Distributed Task Execution
This recipe is intended to demonstrate how task dependencies can be modeled using primitives provided by Helix. A given task can be run with the desired amount of parallelism and will start only when upstream dependencies are met. The demo executes the task DAG described below using 10 workers. Although the demo starts the workers as threads, there is no requirement that all the workers need to run in the same process. In reality, these workers run on many different boxes on a cluster. When worker fails, Helix takes care of re-assigning a failed task partition to a new worker.

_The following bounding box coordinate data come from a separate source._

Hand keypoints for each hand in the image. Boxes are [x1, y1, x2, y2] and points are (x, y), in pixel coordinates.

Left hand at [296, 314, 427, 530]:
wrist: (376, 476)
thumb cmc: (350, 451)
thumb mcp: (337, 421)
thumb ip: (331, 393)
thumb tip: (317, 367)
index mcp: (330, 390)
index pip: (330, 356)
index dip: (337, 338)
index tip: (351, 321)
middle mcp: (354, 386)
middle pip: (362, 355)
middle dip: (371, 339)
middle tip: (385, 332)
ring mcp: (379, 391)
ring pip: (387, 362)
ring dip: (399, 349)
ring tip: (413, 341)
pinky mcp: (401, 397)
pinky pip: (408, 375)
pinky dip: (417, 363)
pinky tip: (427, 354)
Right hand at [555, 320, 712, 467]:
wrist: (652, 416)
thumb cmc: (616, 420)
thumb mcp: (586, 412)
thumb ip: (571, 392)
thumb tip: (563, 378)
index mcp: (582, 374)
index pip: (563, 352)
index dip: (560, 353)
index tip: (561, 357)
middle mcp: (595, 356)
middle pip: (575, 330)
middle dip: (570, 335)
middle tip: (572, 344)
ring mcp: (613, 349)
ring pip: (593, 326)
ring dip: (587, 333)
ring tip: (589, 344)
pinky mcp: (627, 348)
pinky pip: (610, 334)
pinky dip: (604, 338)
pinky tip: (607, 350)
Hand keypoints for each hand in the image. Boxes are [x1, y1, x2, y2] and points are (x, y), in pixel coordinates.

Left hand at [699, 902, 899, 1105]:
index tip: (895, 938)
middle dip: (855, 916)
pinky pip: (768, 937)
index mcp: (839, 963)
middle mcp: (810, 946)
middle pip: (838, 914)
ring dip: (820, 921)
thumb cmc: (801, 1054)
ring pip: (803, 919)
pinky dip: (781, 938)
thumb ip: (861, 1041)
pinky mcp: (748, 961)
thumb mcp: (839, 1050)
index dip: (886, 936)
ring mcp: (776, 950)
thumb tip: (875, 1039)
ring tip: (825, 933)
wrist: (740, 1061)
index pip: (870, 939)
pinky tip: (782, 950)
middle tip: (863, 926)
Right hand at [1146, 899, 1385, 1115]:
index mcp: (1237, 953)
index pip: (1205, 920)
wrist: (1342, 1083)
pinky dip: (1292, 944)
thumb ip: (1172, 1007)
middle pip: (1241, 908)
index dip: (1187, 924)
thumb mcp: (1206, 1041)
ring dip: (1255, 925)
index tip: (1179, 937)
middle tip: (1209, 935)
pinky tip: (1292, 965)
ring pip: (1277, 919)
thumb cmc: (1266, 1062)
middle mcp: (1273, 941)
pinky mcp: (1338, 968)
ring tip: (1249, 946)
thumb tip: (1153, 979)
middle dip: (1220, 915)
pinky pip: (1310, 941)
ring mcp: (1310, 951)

Redis is used as a result store. Any other suitable implementation for TaskResultStore can be plugged in.
Workflow
Input
10000 impression events and around 100 click events are pre-populated in task result store (redis).
-
ImpEvent: format: id,isFraudulent,country,gender
-
ClickEvent: format: id,isFraudulent,impEventId
Stages
-
FilterImps: Filters impression where isFraudulent=true.
-
FilterClicks: Filters clicks where isFraudulent=true
-
impCountsByGender: Generates impression counts grouped by gender. It does this by incrementing the count for ‘impression_gender_counts:<gender_value>’ in the task result store (redis hash). Depends on: FilterImps
-
impCountsByCountry: Generates impression counts grouped by country. It does this by incrementing the count for ‘impression_country_counts:<country_value>’ in the task result store (redis hash). Depends on: FilterClicks
-
impClickJoin: Joins clicks with corresponding impression event using impEventId as the join key. Join is needed to pull dimensions not present in click event. Depends on: FilterImps, FilterClicks
-
clickCountsByGender: Generates click counts grouped by gender. It does this by incrementing the count for click_gender_counts:<gender_value> in the task result store (redis hash). Depends on: impClickJoin
-
clickCountsByGender: Generates click counts grouped by country. It does this by incrementing the count for click_country_counts:<country_value> in the task result store (redis hash). Depends on: impClickJoin
-
report: Reads from all aggregates generated by previous stages and prints them. Depends on: impCountsByGender, impCountsByCountry, clickCountsByGender,clickCountsByGender
Creating a DAG
Each stage is represented as a Node along with the upstream dependency and desired parallelism. Each stage is modeled as a resource in Helix using OnlineOffline state model. As part of an Offline to Online transition, we watch the external view of upstream resources and wait for them to transition to the online state. See Task.java for additional info.
Dag dag = new Dag();
dag.addNode(new Node("filterImps", 10, ""));
dag.addNode(new Node("filterClicks", 5, ""));
dag.addNode(new Node("impClickJoin", 10, "filterImps,filterClicks"));
dag.addNode(new Node("impCountsByGender", 10, "filterImps"));
dag.addNode(new Node("impCountsByCountry", 10, "filterImps"));
dag.addNode(new Node("clickCountsByGender", 5, "impClickJoin"));
dag.addNode(new Node("clickCountsByCountry", 5, "impClickJoin"));
dag.addNode(new Node("report",1,"impCountsByGender,impCountsByCountry,clickCountsByGender,clickCountsByCountry"));
Demo
In order to run the demo, use the following steps
See http://redis.io/topics/quickstart on how to install redis server
Start redis e.g:
./redis-server --port 6379
git clone https://git-wip-us.apache.org/repos/asf/helix.git
cd helix
git checkout helix-1.3.1
cd recipes/task-execution
mvn clean install package -DskipTests
cd target/task-execution-pkg/bin
chmod +x task-execution-demo.sh
./task-execution-demo.sh 2181 localhost 6379
Here's a visual representation of the DAG.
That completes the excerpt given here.